Our Universe May Be One Patch of Space and Time In a Infinite Archipelago

Our Universe May Be One Patch of Space and Time In a Infinite Archipelago

Is our part of the universe a tiny and atypical fragment of a vast archipelago of universes? “By the end of this century, we should be be able to ask whether or not we live in a multiverse, and how much variety its constituent “universes” display.

The answer to this question will determine how we should interpret the “biofriendly” universe in which we live (sharing it with any aliens with whom we might one day make contact),” according to Lord Martin Rees, Great Britain’s premier cosmologist and astrophysicist.

What we’ve traditionally called “the universe”—the aftermath of “our” big bang—may be just one island, just one patch of space and time, in a perhaps infinite archipelago,” continues Rees, Great Britain’s premier astrophysicist, in Nautil.us. There may have been many big bangs, not just one.

However, if the universe stretches far enough, everything could happen—somewhere far beyond our horizon there could even be a replica of Earth.

Our Universe May Be One Patch of Space and Time In a Infinite Archipelago

This requires space to be VERY big—described by a number not merely with a million digits but with 10 to the power of 100 digits: a one followed by 100 zeroes. Ten to the power of 100 is called a googol, and a number with a googol of zeros is a googolplex.

“If space is truly infinite,” observes cosmologist Dan Hooper, head of the Theoretical Astrophysics Group at the Fermi National Accelerator Laboratory, in At the Edge of Time, “the implications are staggering.

Within an infinite expanse of space, it would be hard to see any reason why there would not be an infinite number of galaxies, stars, and planets, and even an infinite number of intelligent or conscious beings, scattered throughout this limitless volume.

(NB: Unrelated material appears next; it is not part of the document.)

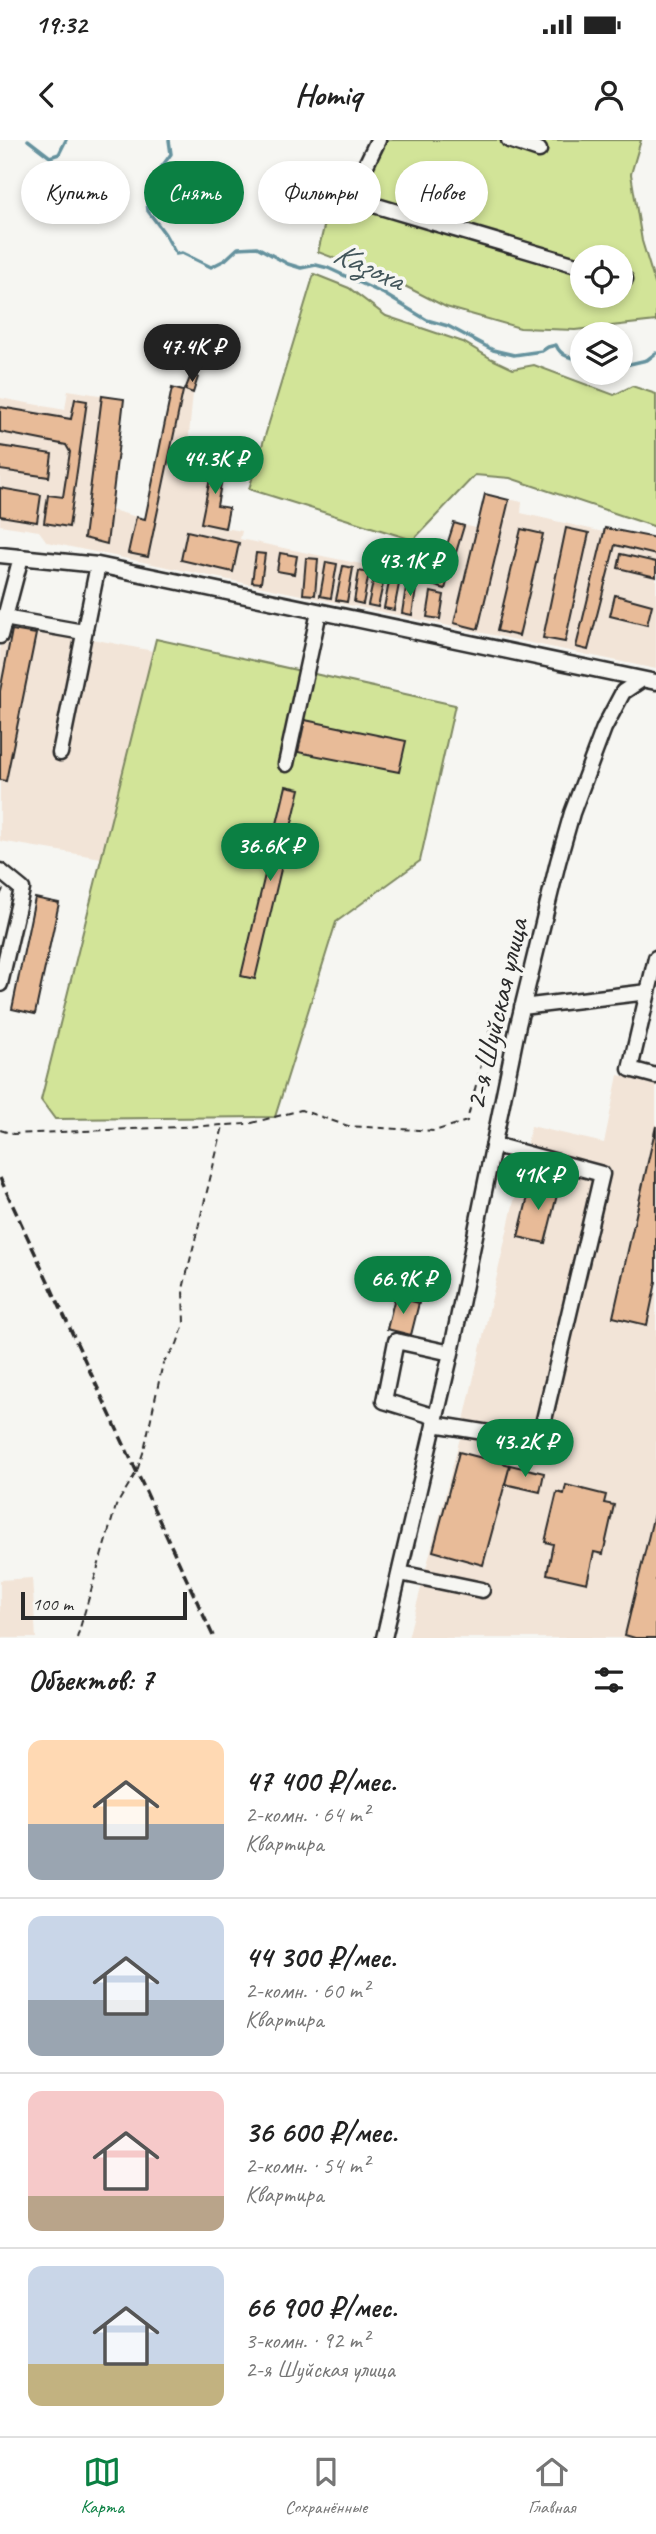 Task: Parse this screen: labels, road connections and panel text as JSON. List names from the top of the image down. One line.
{"streets":{"street":["2-я Шуйская улица"]},"water":["Казоха"],"scale_bar":"100 m","page":{"status":"19:32","header":"Homiq","chip":["Купить","Снять","Фильтры","Новое"],"price":["47.4K ₽","44.3K ₽","43.1K ₽","36.6K ₽","41K ₽","66.9K ₽","43.2K ₽"],"scale":"100 m","heading":"Объектов: 7","list":[{"name":"47 400 ₽/мес.","note":"2-комн. · 64 m² · Квартира"},{"name":"44 300 ₽/мес.","note":"2-комн. · 60 m² · Квартира"},{"name":"36 600 ₽/мес.","note":"2-комн. · 54 m² · Квартира"},{"name":"66 900 ₽/мес.","note":"3-комн. · 92 m² · 2-я Шуйская улица"}],"tabs":["Карта","Сохранённые","Главная"]}}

That is the thing about infinity: it takes things that are otherwise very unlikely and makes them all inevitable.”

Eerie Implications of the Multiverse

The universe we see around us is a tiny sliver of a much larger multiverse. The multiverse theory says that what we have all along been calling “the universe” is in fact nothing of the kind.

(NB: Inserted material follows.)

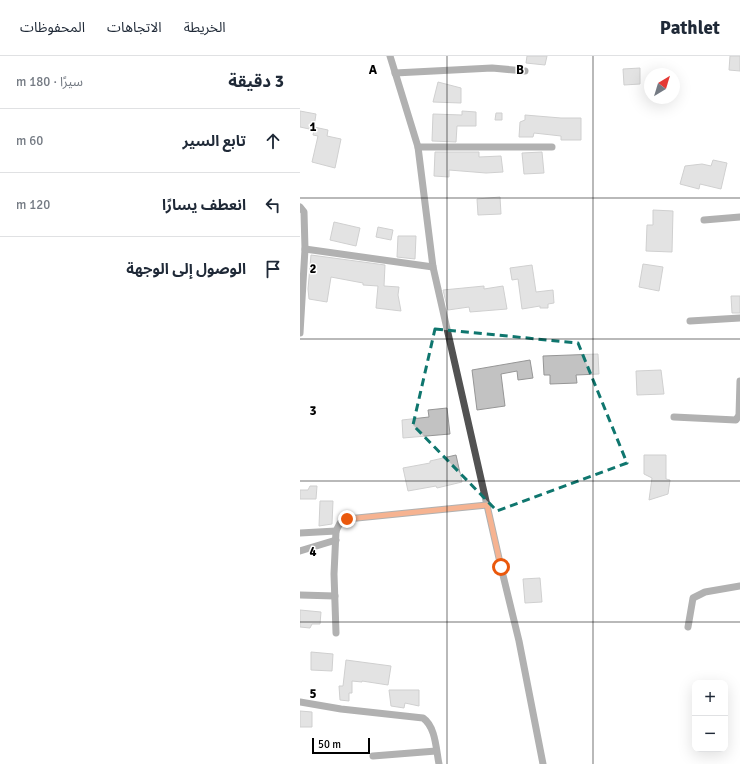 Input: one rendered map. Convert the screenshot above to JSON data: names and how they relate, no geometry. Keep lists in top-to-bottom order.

Rather, it is but an infinitesimal fragment of a much larger and more elaborate system—an ensemble of “universes,” or of distinct cosmic regions according to Paul Davies, in The Goldilocks Enigma: Why Is the Universe Just Right for Life?

When asked about about the possibility of ever acquiring evidence of the existence of another universe, Yasunori Nomura, Director of the Berkeley Center for Theoretical Physics, replied in an email to The Daily Galaxy: “This picture of many universes—the multiverse—is not a random idea but a specific scenario suggested by theories of fundamental physics, such as string theory.

Our Universe May Be One Patch of Space and Time In a Infinite Archipelago

As such, we could test predictions of the scenario, even without going to another universe. For example, our universe may collide with another universe, whose trace can, in principle, be seen in the sky, in particular as a characteristic pattern in the so-called cosmic microwave background radiation.

“Furthermore,” Nomura explains in his email, “according to this many universes scenario, our own universe must be ‘negatively curved,’ meaning it must have a certain geometric property. While the theory does not predict how much the curvature is, this prediction might be confirmed in future observation.

Perhaps more importantly, if a future observation found that the curvature of our universe is positive, rather than negative, then the version of the multiverse many physicists are currently talking about would be observationally excluded.”

When we asked Nomura if it is probable that an adjacent universe would operate under different laws of physics, he replied: “According to what we currently know, we expect that other universes have very different properties than ours.

“For example, the nature of elementary particles and the law governing their behaviors take different forms. For some universes, even the number of spacetime dimensions can be different. We certainly expect that universes ‘adjacent to’ ours look very different from ours.

“This, however, does not mean that there is no physical law governing the multiverse. For example, all the universes are expected to obey the principles of quantum mechanics. It is simply that some of the properties of our universe which we have conventionally regarded as fundamental are not as fundamental as we thought. The nature of elementary particles—even the existence of the electron, photon, and so on—is among them.”

“In some pockets of space, far beyond the limits of our observations,” wrote Dan Hooper in an email to The Daily Galaxy, referring to the theory of eternal inflation and the inflationary multiverse: “the laws of physics could be very different from those we find in our local universe.

Different forms of matter could exist, which experience different kinds of forces. In this sense, what we call ‘the laws of physics’, instead of being a universal fact of nature, could be an environmental fact, which varies from place to place, or from time to time.”